GIVEN RECORDS START

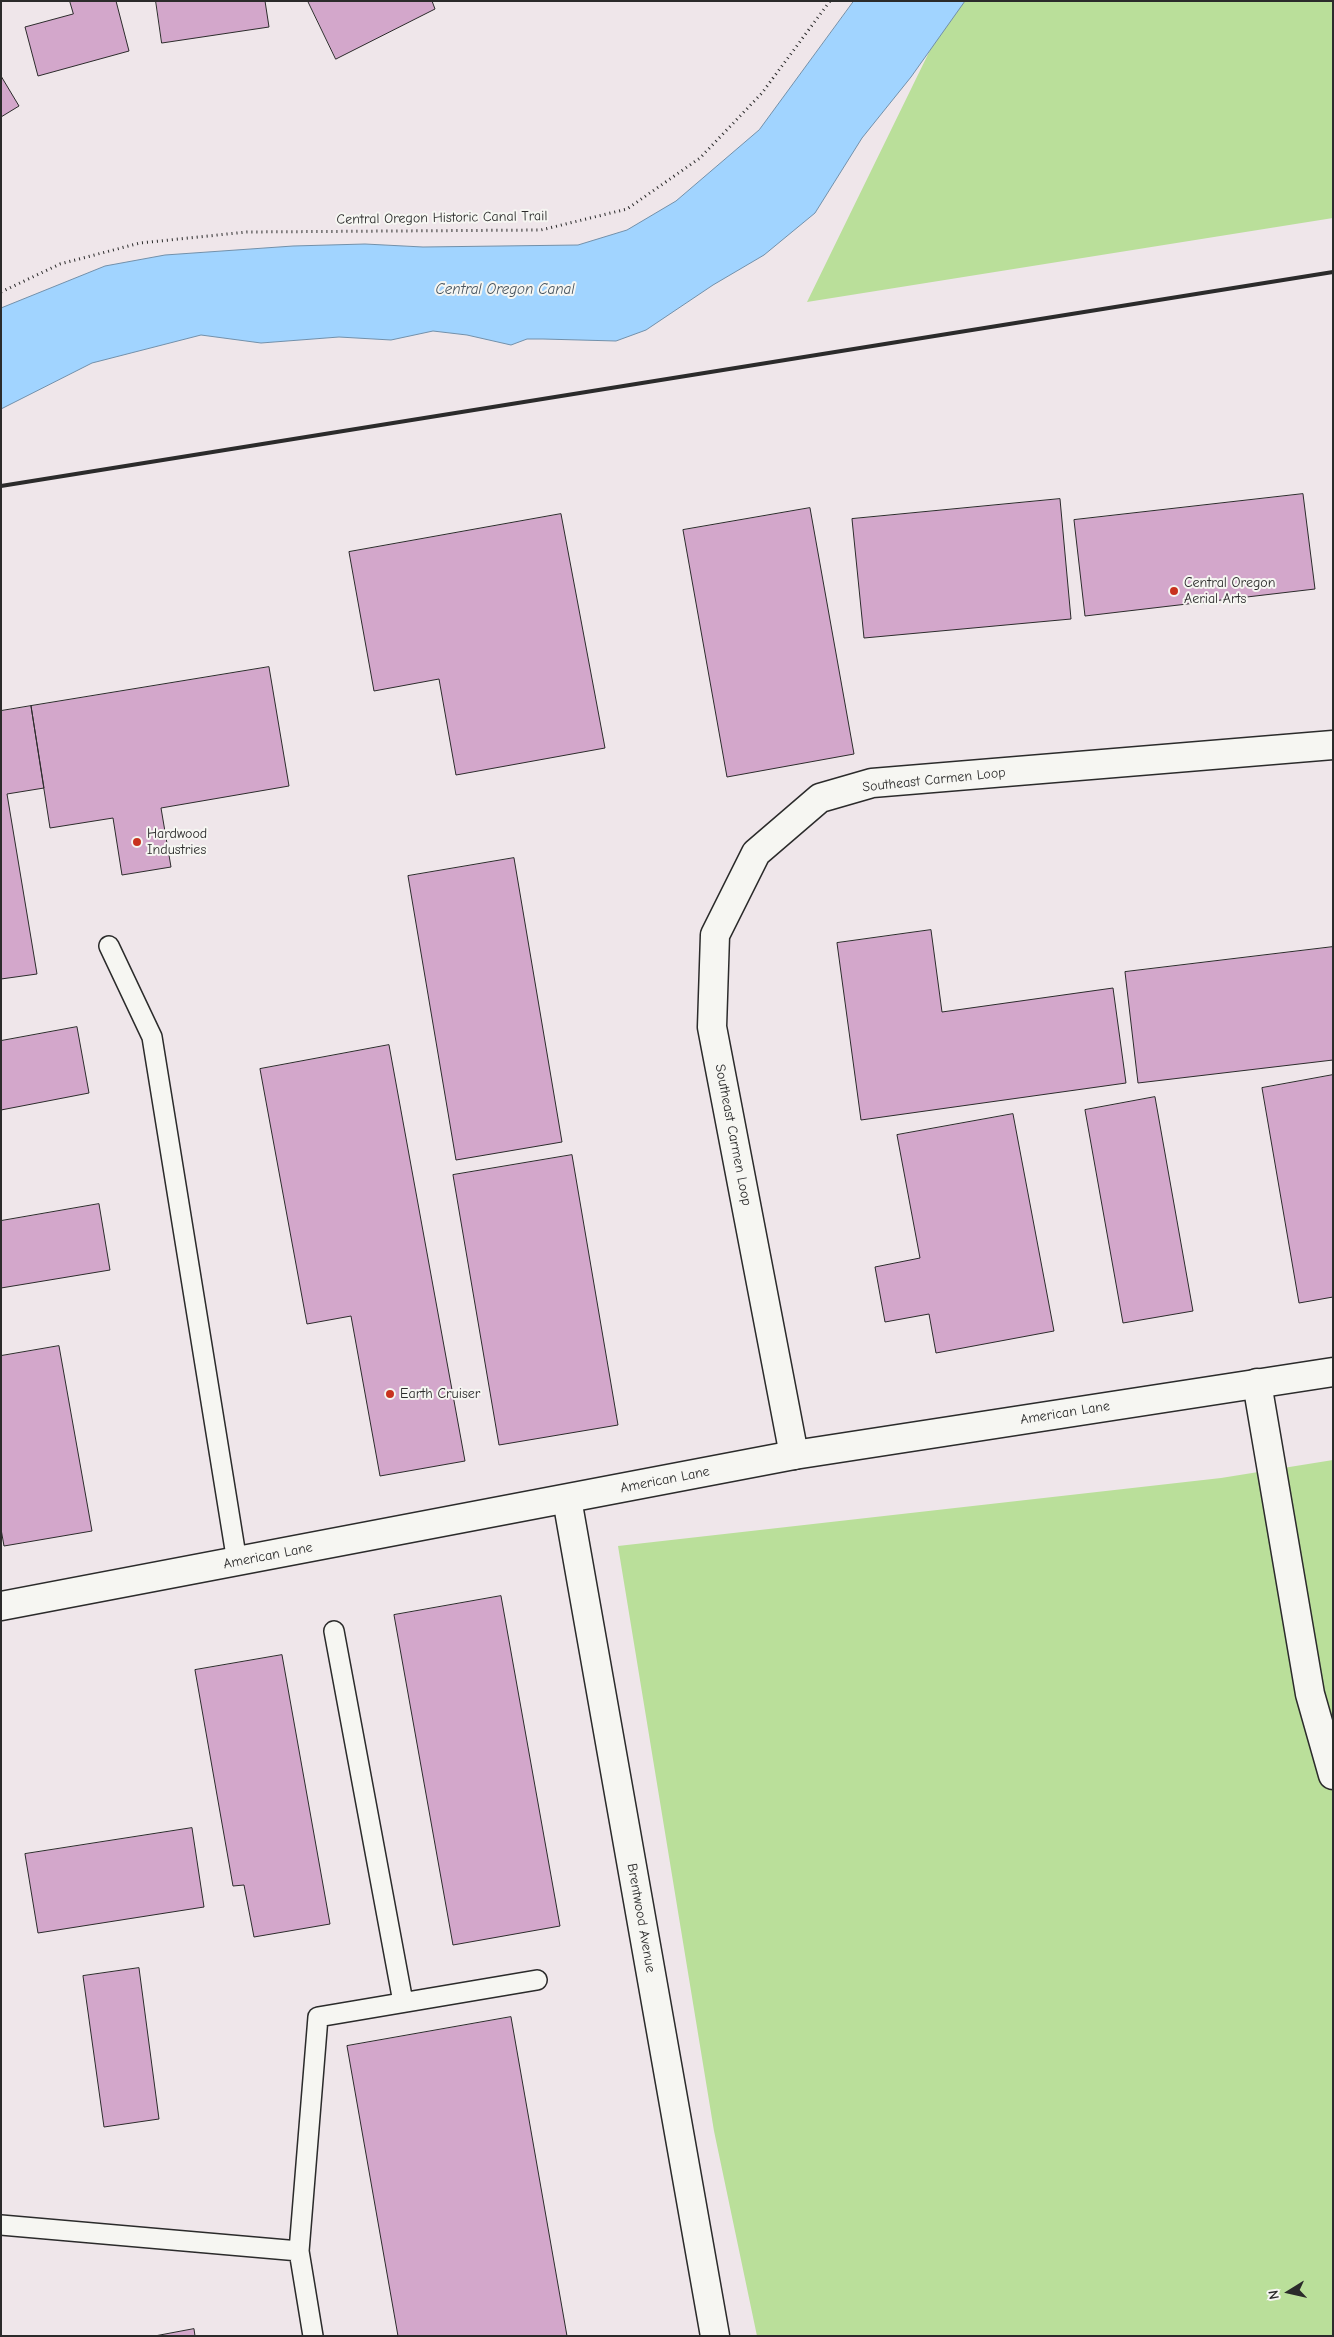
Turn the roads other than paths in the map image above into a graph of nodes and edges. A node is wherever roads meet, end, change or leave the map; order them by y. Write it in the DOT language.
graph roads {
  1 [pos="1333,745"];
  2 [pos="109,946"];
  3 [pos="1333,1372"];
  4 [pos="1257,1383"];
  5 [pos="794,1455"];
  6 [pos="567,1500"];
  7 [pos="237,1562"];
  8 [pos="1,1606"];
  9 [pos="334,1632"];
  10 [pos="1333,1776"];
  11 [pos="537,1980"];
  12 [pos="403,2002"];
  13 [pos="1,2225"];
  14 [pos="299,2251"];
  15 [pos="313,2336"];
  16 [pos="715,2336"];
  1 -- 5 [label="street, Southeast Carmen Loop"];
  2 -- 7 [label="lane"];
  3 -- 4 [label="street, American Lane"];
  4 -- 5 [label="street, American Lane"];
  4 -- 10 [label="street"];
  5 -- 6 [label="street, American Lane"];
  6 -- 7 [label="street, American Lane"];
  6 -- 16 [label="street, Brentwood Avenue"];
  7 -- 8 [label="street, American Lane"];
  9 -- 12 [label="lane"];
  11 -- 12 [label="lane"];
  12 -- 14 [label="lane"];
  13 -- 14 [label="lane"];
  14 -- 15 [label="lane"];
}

GIVEN RECORDS END

TASK:
Repeat the records above verbatim. Include none of the pictures.

ANSWER SECTION:
Turn the roads other than paths in the map image above into a graph of nodes and edges. A node is wherever roads meet, end, change or leave the map; order them by y. Write it in the DOT language.
graph roads {
  1 [pos="1333,745"];
  2 [pos="109,946"];
  3 [pos="1333,1372"];
  4 [pos="1257,1383"];
  5 [pos="794,1455"];
  6 [pos="567,1500"];
  7 [pos="237,1562"];
  8 [pos="1,1606"];
  9 [pos="334,1632"];
  10 [pos="1333,1776"];
  11 [pos="537,1980"];
  12 [pos="403,2002"];
  13 [pos="1,2225"];
  14 [pos="299,2251"];
  15 [pos="313,2336"];
  16 [pos="715,2336"];
  1 -- 5 [label="street, Southeast Carmen Loop"];
  2 -- 7 [label="lane"];
  3 -- 4 [label="street, American Lane"];
  4 -- 5 [label="street, American Lane"];
  4 -- 10 [label="street"];
  5 -- 6 [label="street, American Lane"];
  6 -- 7 [label="street, American Lane"];
  6 -- 16 [label="street, Brentwood Avenue"];
  7 -- 8 [label="street, American Lane"];
  9 -- 12 [label="lane"];
  11 -- 12 [label="lane"];
  12 -- 14 [label="lane"];
  13 -- 14 [label="lane"];
  14 -- 15 [label="lane"];
}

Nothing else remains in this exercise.